Jesus has been talking about the kingdom and we talked about that yesterday. There’s this paradigm shift to know that the kingdom isn’t something that you’re going to find and the kingdom isn’t something you’re going to point to. The kingdom is here. It is everywhere. It is now. It is us and what we do matters. And so he’s continuing with that conversation and with the widow who wants justice, he’s using the example of her relentless pursuit of it and that is the posture we must take. This relentless pursuit day after day after day of this one thing, God’s kingdom, bringing it, being in it, being saturated with it, longing for it to advance while being present in it right now.
And this posture with the Pharisee, this religious person, this person who should own the kingdom of God isn’t even near it, but it is this humble person who won’t even lift up his eyes to heaven who is simply understanding the hopelessness of his own plight, saying “God have mercy on me.” That emptied out, poured out heart, knowing that there is no way to attain justification any other way but the mercy of God, that is the posture that puts us in the equation.

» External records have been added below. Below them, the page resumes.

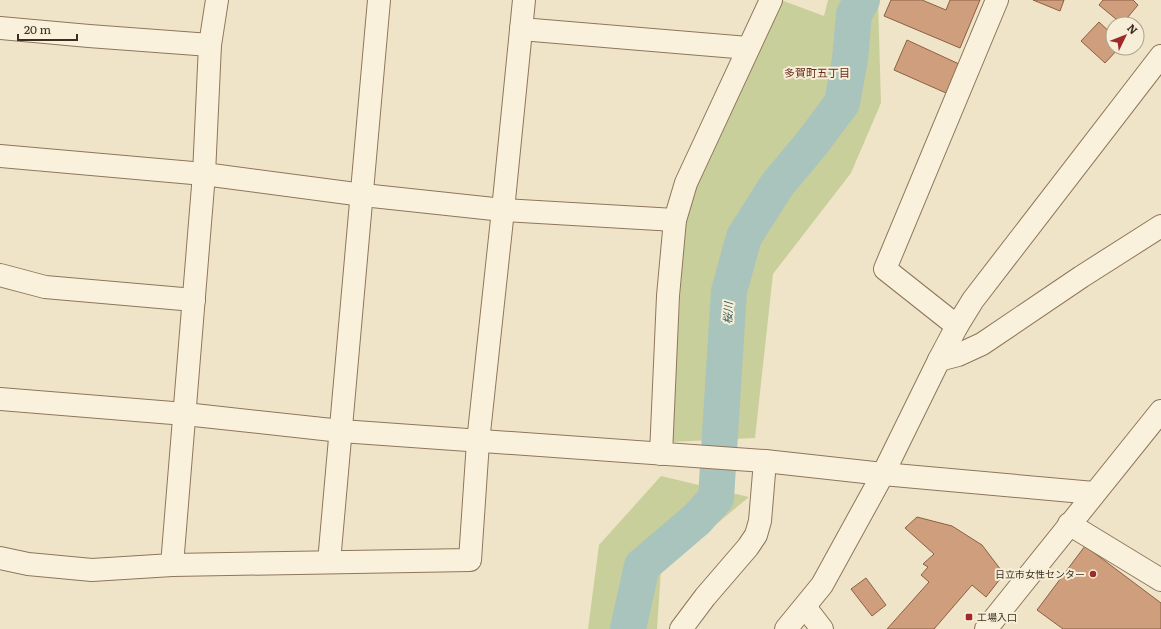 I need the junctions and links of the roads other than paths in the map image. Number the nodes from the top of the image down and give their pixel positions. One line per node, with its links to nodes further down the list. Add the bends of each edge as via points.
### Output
1 (217, 0): 8 (street)
2 (379, 0): 13 (street)
3 (524, 0): 7 (street)
4 (771, 0): 9 (street)
5 (997, 0): 19 (street, via 885,269)
6 (0, 28): 8 (street)
7 (521, 29): 9 (street); 14 (street)
8 (210, 45): 12 (street)
9 (748, 48): 15 (street, via 686,183)
10 (1161, 56): 19 (street, via 988,278)
11 (0, 156): 12 (street)
12 (204, 174): 13 (street); 18 (street)
13 (363, 195): 14 (street); 24 (street)
14 (503, 210): 15 (street); 25 (street)
15 (675, 220): 26 (street, via 668,296)
16 (1161, 226): 20 (street, via 982,344)
17 (0, 275): 18 (street, via 44,287)
18 (194, 300): 23 (street)
19 (957, 326): 20 (street)
20 (939, 360): 28 (street)
21 (0, 399): 23 (street)
22 (1161, 411): 29 (street)
23 (185, 414): 24 (street); 33 (street)
24 (341, 431): 25 (street); 32 (street)
25 (478, 442): 26 (street); 32 (street, via 470,560)
26 (661, 454): 27 (street)
27 (758, 461): 28 (street); 36 (street, via 760,521 756,535)
28 (883, 474): 29 (street); 35 (street, via 822,585)
29 (1094, 493): 30 (street)
30 (1069, 524): 34 (street); 39 (street)
31 (0, 558): 33 (street, via 28,564 92,570)
32 (329, 562): 33 (street)
33 (172, 565)
34 (1161, 580)
35 (805, 607): 37 (street); 38 (street)
36 (681, 629)
37 (786, 629)
38 (822, 629)
39 (986, 629)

And then the children, the children. God’s kingdom belongs to those who receive it like a child. And we know what this looks like, those of us who have been parents, but I don’t think there is anybody listening to me right now that can’t grasp this. Little kids, little toddlers think of themselves as indestructible. Nothing can touch them. Anything is possible and they have the rest and the comfort knowing that they are cared for, that they are loved, that they are nurtured, that they are safe when they are in the presence of their parents. It just starts all clicking. When we are in the presence of our parent, our Father, we are safe. We can do anything if we will simply believe.

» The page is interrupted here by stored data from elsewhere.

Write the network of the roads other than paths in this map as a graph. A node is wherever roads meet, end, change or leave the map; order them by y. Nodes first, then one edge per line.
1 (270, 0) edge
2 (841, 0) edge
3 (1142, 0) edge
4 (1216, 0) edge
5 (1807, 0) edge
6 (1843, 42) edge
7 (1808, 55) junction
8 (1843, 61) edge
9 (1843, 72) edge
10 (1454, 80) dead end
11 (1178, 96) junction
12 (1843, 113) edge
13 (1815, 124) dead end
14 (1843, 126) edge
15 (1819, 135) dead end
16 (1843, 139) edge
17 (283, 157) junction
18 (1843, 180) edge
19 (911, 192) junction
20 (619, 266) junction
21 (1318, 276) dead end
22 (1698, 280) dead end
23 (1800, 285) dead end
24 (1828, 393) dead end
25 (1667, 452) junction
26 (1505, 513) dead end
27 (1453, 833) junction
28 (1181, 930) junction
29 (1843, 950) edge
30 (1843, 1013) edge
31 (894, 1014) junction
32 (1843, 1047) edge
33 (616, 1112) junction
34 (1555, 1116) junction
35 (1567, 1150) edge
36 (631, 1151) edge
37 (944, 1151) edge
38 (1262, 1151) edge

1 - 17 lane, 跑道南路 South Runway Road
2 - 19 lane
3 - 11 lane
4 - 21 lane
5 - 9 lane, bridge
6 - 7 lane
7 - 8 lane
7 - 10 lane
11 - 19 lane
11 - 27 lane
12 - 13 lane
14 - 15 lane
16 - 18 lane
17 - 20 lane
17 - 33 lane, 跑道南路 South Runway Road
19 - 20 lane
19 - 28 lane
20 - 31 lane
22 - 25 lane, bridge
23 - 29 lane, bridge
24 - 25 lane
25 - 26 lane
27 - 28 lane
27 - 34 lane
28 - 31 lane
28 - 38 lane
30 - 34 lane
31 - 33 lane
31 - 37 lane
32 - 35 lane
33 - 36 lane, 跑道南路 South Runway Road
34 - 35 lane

These are beautiful postures of the kingdom, but they are not suggestions. This is what it is supposed to look like. Jesus is unpacking what life is supposed to look like as a normal person. So we need to look at our own lives. Is this what they look like? Because if it is not, then we’re off by degrees or miles or kilometers, but we’re off. This is what we’re invited into and we can look at it as a really, really hard thing, like how can a person do that? But what kind of rest would this be to our souls to live this way? And yet, this is the invitation. This is the beauty of the kingdom that is now. This is the beauty of the kingdom that is in and among us. I want that. Do you want that? Because that is the hope of Easter. That is the hope of the resurrection. Every breath we take is a gift because of the resurrection.

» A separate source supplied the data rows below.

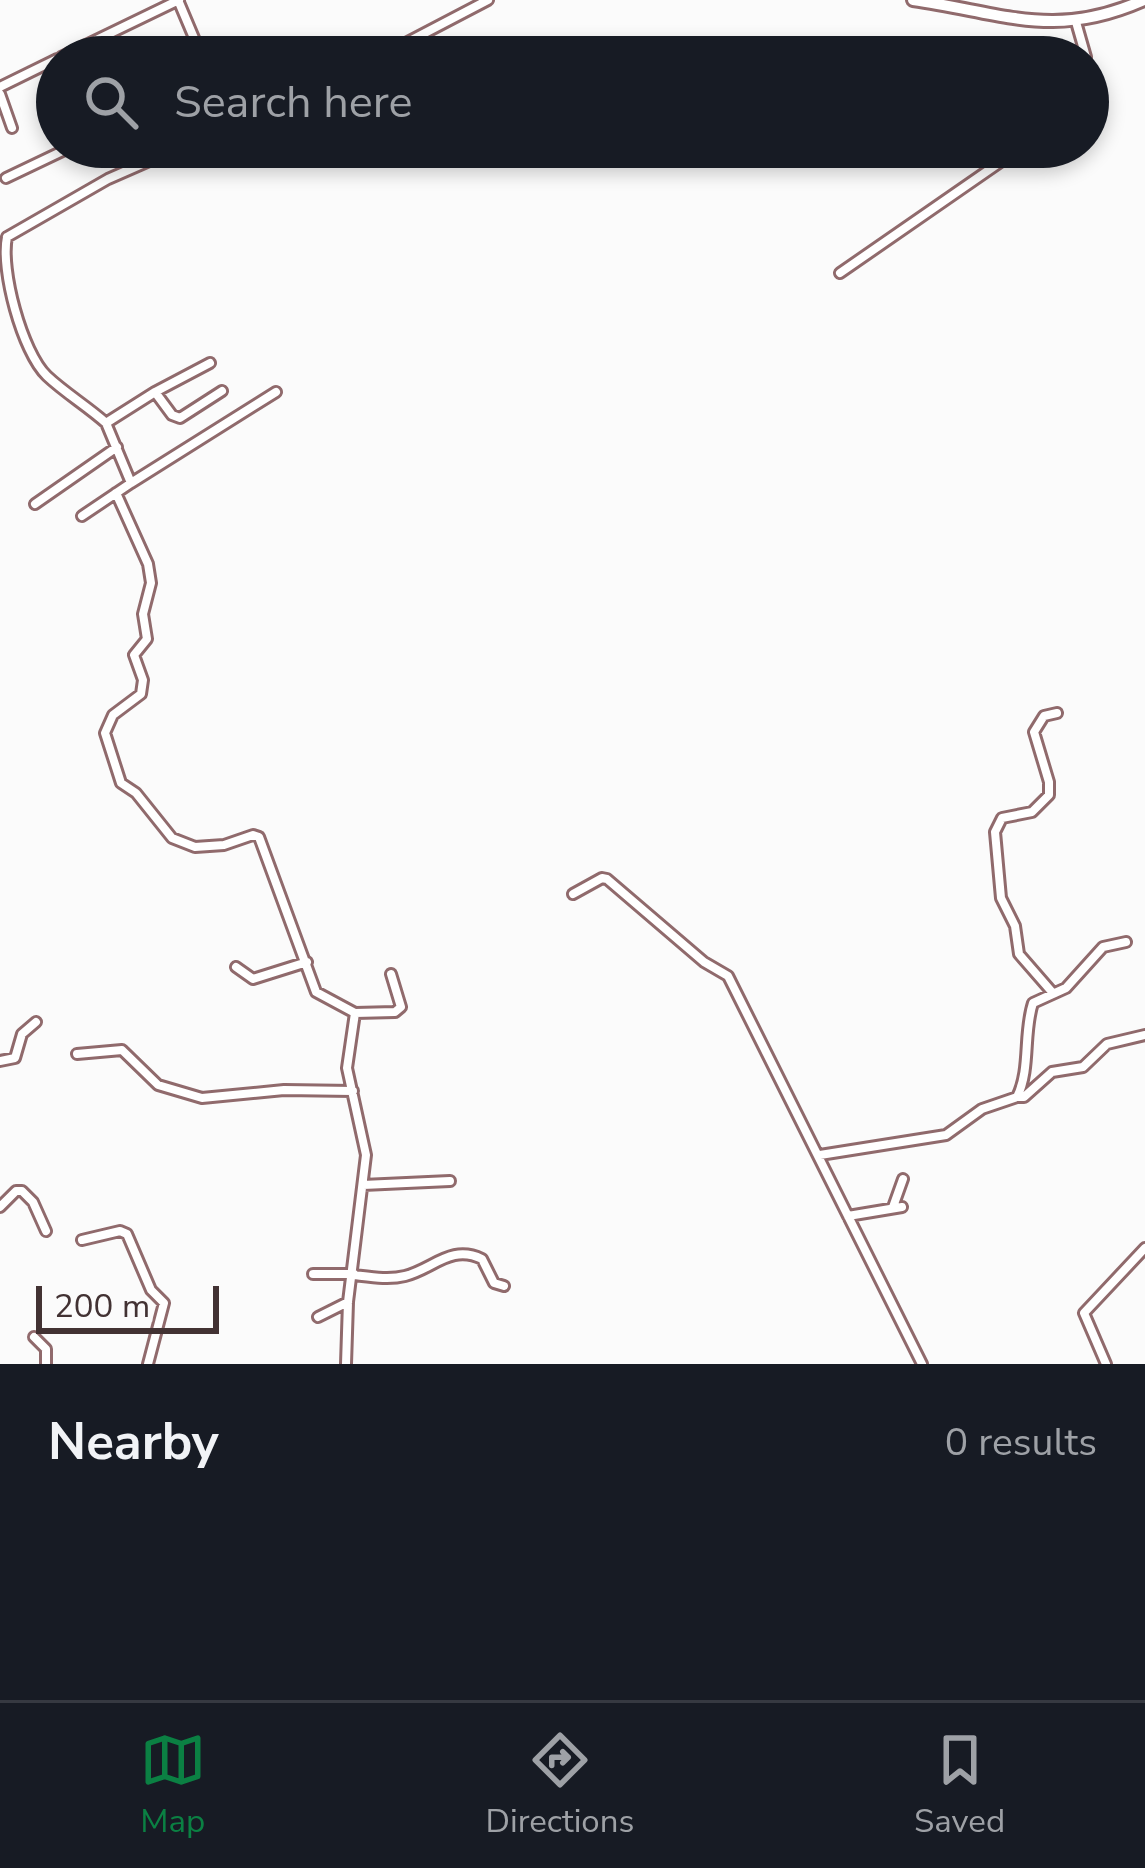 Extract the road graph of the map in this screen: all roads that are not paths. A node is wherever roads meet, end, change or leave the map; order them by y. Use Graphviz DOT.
graph roads {
  1 [pos="178,0"];
  2 [pos="488,0"];
  3 [pos="914,0"];
  4 [pos="1144,0"];
  5 [pos="1118,5"];
  6 [pos="1076,22"];
  7 [pos="104,36"];
  8 [pos="193,36"];
  9 [pos="419,36"];
  10 [pos="1080,36"];
  11 [pos="36,70"];
  12 [pos="0,90"];
  13 [pos="12,128"];
  14 [pos="36,164"];
  15 [pos="133,168"];
  16 [pos="992,168"];
  17 [pos="6,178"];
  18 [pos="3,238"];
  19 [pos="840,273"];
  20 [pos="209,363"];
  21 [pos="221,391"];
  22 [pos="155,392"];
  23 [pos="276,392"];
  24 [pos="106,424"];
  25 [pos="117,447"];
  26 [pos="131,482"];
  27 [pos="116,493"];
  28 [pos="35,504"];
  29 [pos="82,516"];
  30 [pos="1057,713"];
  31 [pos="573,894"];
  32 [pos="1126,942"];
  33 [pos="307,962"];
  34 [pos="236,967"];
  35 [pos="391,974"];
  36 [pos="1052,992"];
  37 [pos="355,1013"];
  38 [pos="36,1022"];
  39 [pos="1145,1035"];
  40 [pos="77,1054"];
  41 [pos="0,1061"];
  42 [pos="353,1091"];
  43 [pos="1017,1097"];
  44 [pos="820,1154"];
  45 [pos="903,1178"];
  46 [pos="450,1181"];
  47 [pos="363,1185"];
  48 [pos="0,1207"];
  49 [pos="848,1216"];
  50 [pos="46,1231"];
  51 [pos="82,1240"];
  52 [pos="1145,1248"];
  53 [pos="313,1274"];
  54 [pos="354,1275"];
  55 [pos="504,1286"];
  56 [pos="348,1302"];
  57 [pos="317,1317"];
  58 [pos="34,1336"];
  59 [pos="46,1364"];
  60 [pos="148,1364"];
  61 [pos="346,1364"];
  62 [pos="922,1364"];
  63 [pos="1106,1364"];
  1 -- 7 [label="street"];
  1 -- 8 [label="street"];
  2 -- 9 [label="street"];
  3 -- 6 [label="street"];
  4 -- 5 [label="street"];
  5 -- 6 [label="street"];
  6 -- 10 [label="street"];
  11 -- 12 [label="street"];
  12 -- 13 [label="street"];
  14 -- 17 [label="street"];
  15 -- 18 [label="street"];
  16 -- 19 [label="street"];
  18 -- 24 [label="street"];
  20 -- 22 [label="street"];
  21 -- 22 [label="street"];
  22 -- 24 [label="street"];
  23 -- 26 [label="street"];
  24 -- 25 [label="street"];
  25 -- 26 [label="street"];
  25 -- 28 [label="street"];
  26 -- 27 [label="street"];
  27 -- 29 [label="street"];
  27 -- 33 [label="street"];
  30 -- 36 [label="street"];
  31 -- 44 [label="street"];
  32 -- 36 [label="street"];
  33 -- 34 [label="street"];
  33 -- 37 [label="street"];
  35 -- 37 [label="street"];
  36 -- 43 [label="street"];
  37 -- 42 [label="street"];
  38 -- 41 [label="street"];
  39 -- 43 [label="street"];
  40 -- 42 [label="street"];
  42 -- 47 [label="street"];
  43 -- 44 [label="street"];
  44 -- 49 [label="street"];
  45 -- 49 [label="street"];
  46 -- 47 [label="street"];
  47 -- 54 [label="street"];
  48 -- 50 [label="street"];
  49 -- 62 [label="street"];
  51 -- 60 [label="street"];
  52 -- 63 [label="street"];
  53 -- 54 [label="street"];
  54 -- 55 [label="street"];
  54 -- 56 [label="street"];
  56 -- 57 [label="street"];
  56 -- 61 [label="street"];
  58 -- 59 [label="street"];
}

Jesus, we thank you for staring in the face of death and then entering its dark hold on our behalf, trusting in your Father and coming back with what we could never achieve – life eternal. Thank you, Jesus. You are the victor. You are the victorious one and through you we can also participate in this same victory. This is ours because of you. May we treat it humbly, soberly and rejoice at the top of our voices. This is jumping up and down material. We don’t have to live lost and floundering anymore. You are here. You are present in and among us. You are always, always with us. So we rejoice on this Easter at this very unspeakable and good news. We love you, Lord. We rejoice in your resurrection. We invite your Holy Spirit today and every day to make us new again, to deepen our awareness of what a colossal shift this day represents in the world. We love you and we thank you for your sacrifice, oh, but we rejoice in your resurrection. Come Holy Spirit, well up within us. We pray in the mighty and victorious name of our beautiful Savior, in the name of Jesus we ask, amen.